Cuando la corrupción se toma las instituciones del Estado es porque el periodismo no está cumpliendo con su deber y la miopía de la justicia se ha convertido en ceguera.

Joaquín Robles Zabala, Joaquín Robles Zabala
14 de diciembre de 2015

No dudo de que en Colombia haya periodistas vendidos. Es decir, que presten sus servicios al mejor postor. Pero generalizar y asegurar que nuestro periodismo es corrupto es como decir que en el país no hay funcionarios públicos honestos. Declaraciones como estas son extremas y poco serias. Y, por supuesto, muy pocos colombianos las creerían. La inquietud la planteé en mi artículo anterior como respuesta a Ernesto Yamhure Fonseca, un señor que escribía columnas de opinión para el diario El Espectador y que luego se descubrió que el contenido de estas era supervisado por el jefe paramilitar Carlos Castaño Gil. Yamhure, quien huyó a los Estados Unidos después de que estallara el escándalo, se preguntaba en un trino si mi defensa de Gustavo Petro en SEMANA era pagada con monedas o billetes. Pero no conforme con esto dejó entrever que el asunto del soborno tenía que ver el color de mi piel.

La hipótesis de este señor parte de la premisa torcida de que todo acto sobre la Tierra tiene un precio. Es decir, tú me das algo y yo te devuelvo la contraprestación. Esta generalización del excolumnista de El Espectador, señalado de tener vínculos con Castaño Gil, solo deja ver dos cosas: su oscura concepción de la ética y la creencia colonialistas de que los negros pueden ser comprados.

Ahora bien, la contraprestación es válida siempre y cuando lo que está en juego sea la venta de unos servicios profesionales. Lo hace el docente en el aula, el periodista que labora para un medio de comunicación y la señora que corta el cabello en la peluquería. Las reglas del juego las ponen, por lo general, las directivas del diario, la institución educativa o los propietarios del salón de belleza.

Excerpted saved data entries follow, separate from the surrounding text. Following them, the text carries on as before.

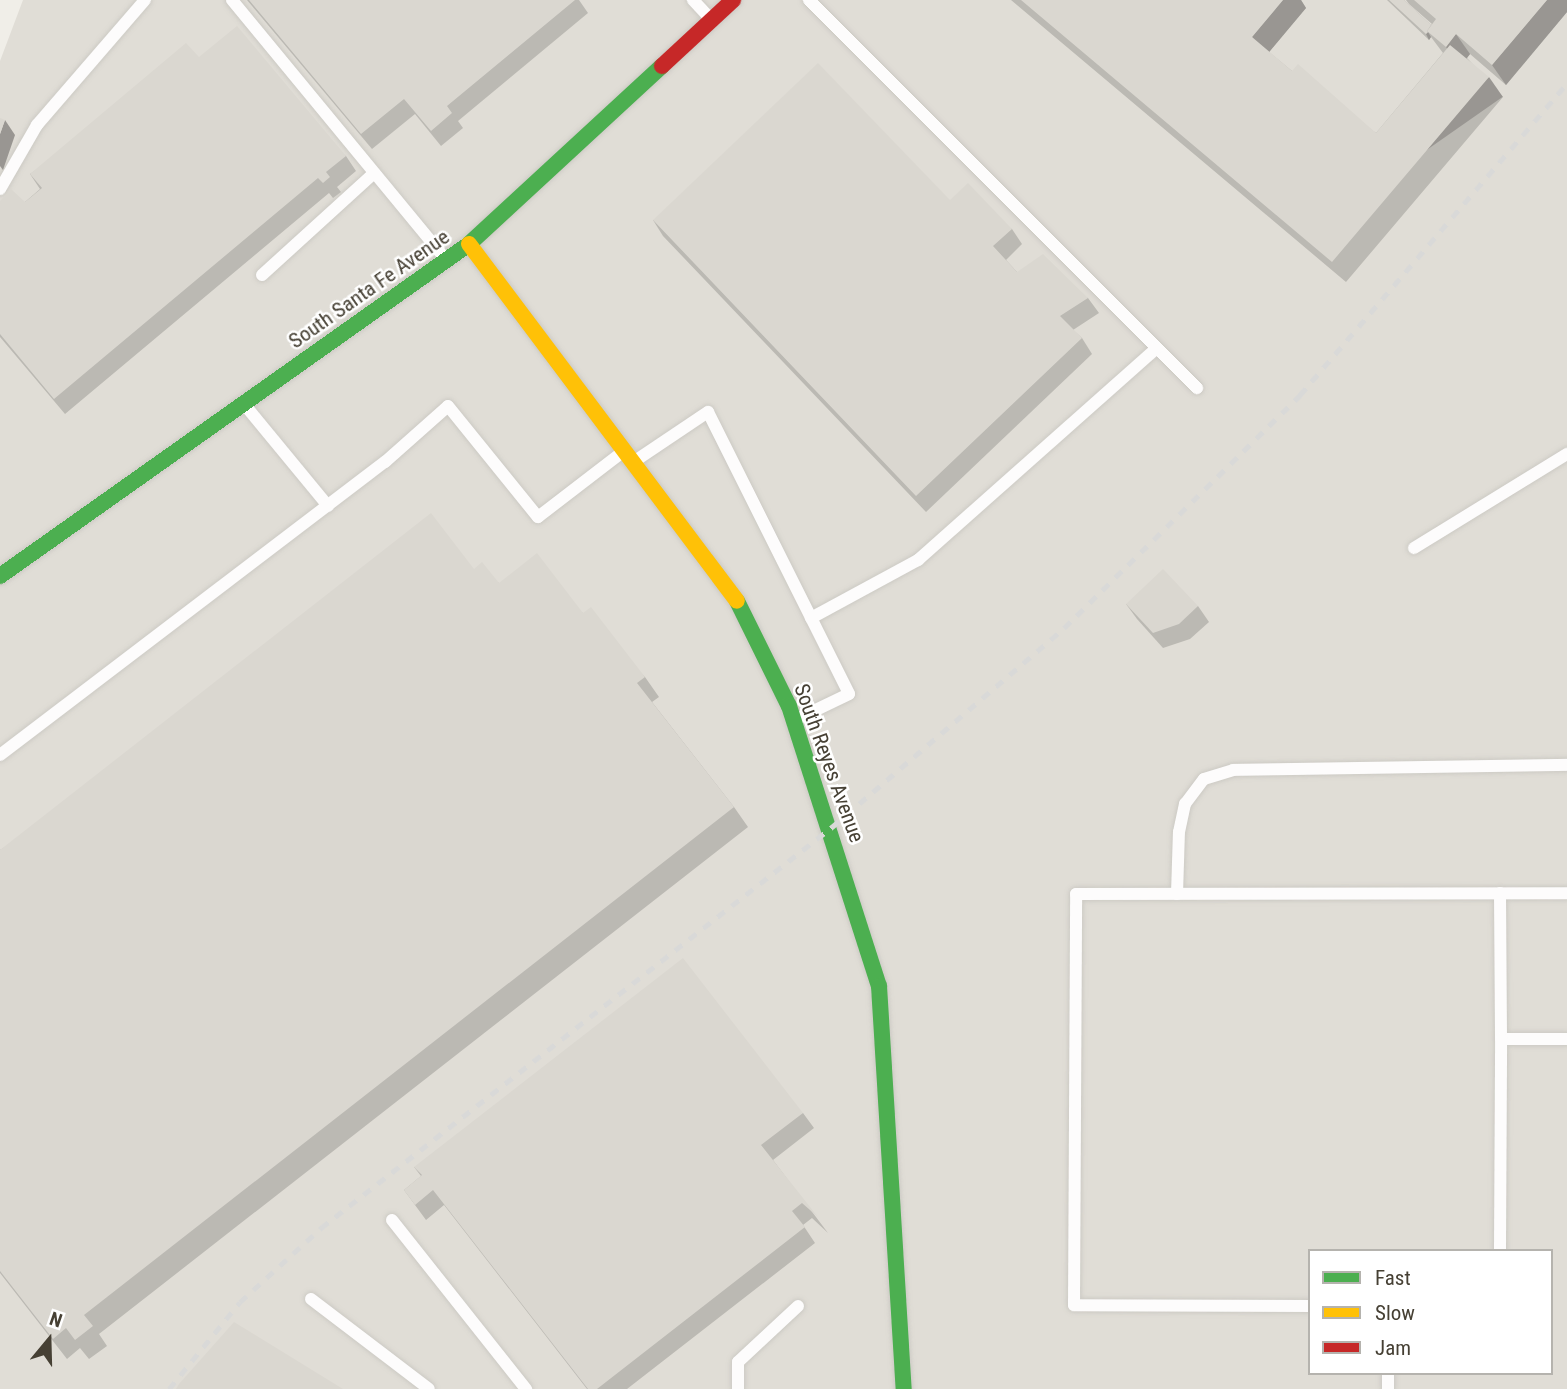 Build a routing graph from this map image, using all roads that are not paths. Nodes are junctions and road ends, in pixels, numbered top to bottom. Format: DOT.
graph roads {
  1 [pos="145,0"];
  2 [pos="232,0"];
  3 [pos="693,0"];
  4 [pos="733,0"];
  5 [pos="809,0"];
  6 [pos="712,21"];
  7 [pos="374,173"];
  8 [pos="0,189"];
  9 [pos="469,244"];
  10 [pos="446,261"];
  11 [pos="262,275"];
  12 [pos="1157,348"];
  13 [pos="1197,388"];
  14 [pos="244,404"];
  15 [pos="1567,454"];
  16 [pos="630,456"];
  17 [pos="328,506"];
  18 [pos="1414,548"];
  19 [pos="0,576"];
  20 [pos="811,618"];
  21 [pos="794,721"];
  22 [pos="0,755"];
  23 [pos="1567,765"];
  24 [pos="1500,893"];
  25 [pos="1567,893"];
  26 [pos="1177,894"];
  27 [pos="1501,1039"];
  28 [pos="1567,1039"];
  29 [pos="392,1220"];
  30 [pos="1500,1249"];
  31 [pos="311,1299"];
  32 [pos="798,1306"];
  33 [pos="1308,1306"];
  34 [pos="429,1389"];
  35 [pos="526,1389"];
  36 [pos="738,1389"];
  37 [pos="904,1389"];
  1 -- 8 [label="lane"];
  2 -- 7 [label="lane"];
  3 -- 6 [label="lane"];
  4 -- 6 [label="street, South Santa Fe Avenue"];
  5 -- 12 [label="lane"];
  6 -- 9 [label="street, South Santa Fe Avenue"];
  7 -- 10 [label="lane"];
  7 -- 11 [label="lane"];
  9 -- 10 [label="street, South Santa Fe Avenue"];
  9 -- 16 [label="street, South Reyes Avenue"];
  10 -- 14 [label="street, South Santa Fe Avenue"];
  12 -- 13 [label="lane"];
  12 -- 20 [label="lane"];
  14 -- 17 [label="lane"];
  14 -- 19 [label="street, South Santa Fe Avenue"];
  15 -- 18 [label="lane"];
  16 -- 17 [label="lane"];
  16 -- 20 [label="lane"];
  16 -- 21 [label="street, South Reyes Avenue"];
  17 -- 22 [label="lane"];
  20 -- 21 [label="lane"];
  21 -- 37 [label="street, South Reyes Avenue"];
  23 -- 26 [label="lane"];
  24 -- 25 [label="lane"];
  24 -- 26 [label="lane"];
  24 -- 27 [label="lane"];
  26 -- 33 [label="lane"];
  27 -- 28 [label="lane"];
  27 -- 30 [label="lane"];
  29 -- 35 [label="lane"];
  31 -- 34 [label="lane"];
  32 -- 36 [label="lane"];
}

Las políticas son las directrices que permiten llevar a cabo una labor, pero la ética es el elemento rector que nos alerta cuándo se está pasando de los límites de la legalidad y entrando a los terrenos del delito.

Así como un profesor está impedido, ética y moralmente, para cobrarle unos pesos por debajo de la mesa a sus estudiantes para sumarles unas décimas a la nota final, un periodista tampoco puede convertir en negocio la publicación de una noticia para proteger los intereses mezquinos de un amigo. De la misma manera la normatividad jurídica le impide a un juez torcerle el cuello a los hechos para beneficiar a un tercero. Pero esto no quiere decir que casos como los señalados no sucedan.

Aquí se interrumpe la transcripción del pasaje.